Dall'Italia alla Francia, dalla Germania alla Gran Bretagna, i membri delle istituzioni dei Paesi dell'Ue mantengono i loro privilegi. Mentre i cittadini che rappresentano sono costretti a manovre lacrime e sangue

In tempi di crisi economica in tutta Europa fioccano le misure di austerità. A fare i conti con i problemi di cassa non solo Grecia, Irlanda e Portogallo, ma anche i grandi Paesi Ue, in primis l’Italia, costretta il 15 luglio ad una correzione del deficit per 70 miliardi di euro. Si taglia di tutto: pensioni, stipendi e assistenza sociale. Una sola cosa rimane stabile in tutta Europa: gli stipendi dei politici.

A fare più paura sono i bilanci dei Paesi più periferici, come Grecia, Portogallo e Irlanda, la cui instabilità economica ha fatto traballare l’intera zona Euro e fatto temere il peggio per le sorti della stessa moneta unica. Da Bruxelles e dal Fondo monetario internazionale sono partiti milioni di euro di aiuti per evitare il default, l’ultimo di 340 miliardi alla Grecia, salvata per la seconda volta dal baratro del fallimento. Ma tutto questo non basta a risanare le casse vuote degli Stati, costretti a manovre finanziarie davvero lacrime e sangue.
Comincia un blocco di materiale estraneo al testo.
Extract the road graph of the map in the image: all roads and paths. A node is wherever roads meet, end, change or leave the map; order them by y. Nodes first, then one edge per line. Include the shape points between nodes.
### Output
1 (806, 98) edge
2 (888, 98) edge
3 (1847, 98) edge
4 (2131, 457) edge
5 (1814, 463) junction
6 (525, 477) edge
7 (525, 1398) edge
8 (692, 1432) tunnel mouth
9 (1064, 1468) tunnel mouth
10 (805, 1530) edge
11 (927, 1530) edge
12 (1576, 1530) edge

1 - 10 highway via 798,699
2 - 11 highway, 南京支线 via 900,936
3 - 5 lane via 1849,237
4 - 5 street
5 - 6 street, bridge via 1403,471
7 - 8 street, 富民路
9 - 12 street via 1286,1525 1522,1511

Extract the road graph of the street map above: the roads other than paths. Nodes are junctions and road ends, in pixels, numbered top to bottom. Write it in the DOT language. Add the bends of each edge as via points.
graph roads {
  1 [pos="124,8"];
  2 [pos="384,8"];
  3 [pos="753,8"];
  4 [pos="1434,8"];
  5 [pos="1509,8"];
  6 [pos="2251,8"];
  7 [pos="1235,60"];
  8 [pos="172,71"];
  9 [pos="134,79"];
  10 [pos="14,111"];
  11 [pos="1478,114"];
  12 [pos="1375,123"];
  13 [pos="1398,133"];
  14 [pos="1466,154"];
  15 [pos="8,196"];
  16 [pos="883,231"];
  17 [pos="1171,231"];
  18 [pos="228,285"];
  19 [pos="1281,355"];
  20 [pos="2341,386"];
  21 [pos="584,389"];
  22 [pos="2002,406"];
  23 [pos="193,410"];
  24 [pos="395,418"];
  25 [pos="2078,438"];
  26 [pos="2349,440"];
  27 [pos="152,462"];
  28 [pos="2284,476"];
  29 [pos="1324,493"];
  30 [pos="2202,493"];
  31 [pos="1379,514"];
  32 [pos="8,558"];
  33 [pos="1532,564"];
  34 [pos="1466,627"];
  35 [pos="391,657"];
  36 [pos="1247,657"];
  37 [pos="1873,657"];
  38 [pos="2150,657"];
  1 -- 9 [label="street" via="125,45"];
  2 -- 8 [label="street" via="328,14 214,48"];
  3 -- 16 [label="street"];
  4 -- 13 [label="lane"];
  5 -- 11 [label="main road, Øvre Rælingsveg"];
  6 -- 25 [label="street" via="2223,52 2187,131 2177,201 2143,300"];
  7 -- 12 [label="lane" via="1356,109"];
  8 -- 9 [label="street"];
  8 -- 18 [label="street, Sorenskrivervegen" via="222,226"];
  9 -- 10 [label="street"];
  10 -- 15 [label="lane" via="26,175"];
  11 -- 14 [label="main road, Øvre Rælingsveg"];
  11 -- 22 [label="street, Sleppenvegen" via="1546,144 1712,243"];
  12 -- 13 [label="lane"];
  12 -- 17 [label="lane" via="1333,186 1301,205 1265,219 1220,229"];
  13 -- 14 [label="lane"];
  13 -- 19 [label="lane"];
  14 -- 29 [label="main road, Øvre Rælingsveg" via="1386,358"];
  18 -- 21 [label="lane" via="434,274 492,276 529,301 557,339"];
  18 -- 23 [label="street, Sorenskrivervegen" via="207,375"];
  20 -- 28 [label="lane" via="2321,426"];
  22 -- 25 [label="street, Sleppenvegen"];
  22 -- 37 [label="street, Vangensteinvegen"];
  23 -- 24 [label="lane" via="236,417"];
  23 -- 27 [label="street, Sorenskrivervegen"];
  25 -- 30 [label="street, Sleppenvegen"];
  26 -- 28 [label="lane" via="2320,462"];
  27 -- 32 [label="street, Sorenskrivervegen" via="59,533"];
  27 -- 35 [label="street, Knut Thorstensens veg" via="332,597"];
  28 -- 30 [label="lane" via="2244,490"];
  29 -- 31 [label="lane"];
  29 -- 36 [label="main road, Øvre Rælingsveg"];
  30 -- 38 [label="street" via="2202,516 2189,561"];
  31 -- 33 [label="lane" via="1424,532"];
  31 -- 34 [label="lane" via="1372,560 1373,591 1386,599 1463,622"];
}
Prima di tutto la Grecia, costretta a varare un pacchetto di misure comprendenti tagli al servizio pubblico per circa 12 miliardi di euro, decisione che ha scatenato violente manifestazioni popolari e scioperi. La disoccupazione è salita al 15,8% e l’età media per andare in pensione è passata da 61,4 a 63,5 anni, con il governo di Atene che ha dato l’ok alle privatizzazione chieste da Bruxelles in seguito alle pressioni di Berlino. L’obiettivo è trovare altri 50 miliardi di euro entro il 2015. Poi il Portogallo, che ha ricevuto un aiuto dall’Ue-Fmi di 78 miliardi di euro in maggio, con una riduzione del 5% degli stipendi più alti del pubblico impiego, un aumento dell’Iva dell’1%, un aumento delle imposte per chi guadagna più di 150mila euro l’anno e profondi tagli alle spese militari. L’Irlanda di Enda Kenny, aiutata lo scorso dicembre con un prestito di 85 miliardi di euro, sta cercando di tagliare 6 miliardi di euro di spese entro la fine del 2011, con una riduzione degli stipendi statali di almeno il 5% e altrettanti tagli al welfare. In Spagna la disoccupazione galoppa oltre il 21% con ondate di giovani indignados che manifestano da mesi nelle principali piazze del Paese. Il Governo Zapatero (che non si ripresenterà alle prossime elezioni) ha approvato un piano di austerity che include più tasse per i più ricchi e tagli dell’8% alla spesa pubblica. Gli stipendi pubblici verranno ridotti del 5% e ogni aumento sarà impossibile fino alla fine dell’anno. L’età pensionabile è stata alzata a 67 anni. Inoltre Madrid sta pensando di vendere il 30% della lotteria nazionale e qualche azione dell’Autorità spagnola aeroporti. Stessi problemi anche all’est. In Romania il governo ha proposto tagli agli stipendi pubblici di addirittura il 25% e alle pensioni del 15%. Il ministro degli Interni Vasile Blaga si è dimesso lo scorso maggio in seguito a un enorme sciopero delle forze dell’ordine. Ma anche i grandi d’Europa non scoppiano di salute. Perfino la grande Germania si è vista costretta a pianificare una riduzione del deficit di 80 miliardi di euro entro il 2014 a suon di riduzioni dei sussidi parentali, 10mila tagli nel pubblico impiego e più tasse sulle compagni di energia nucleare.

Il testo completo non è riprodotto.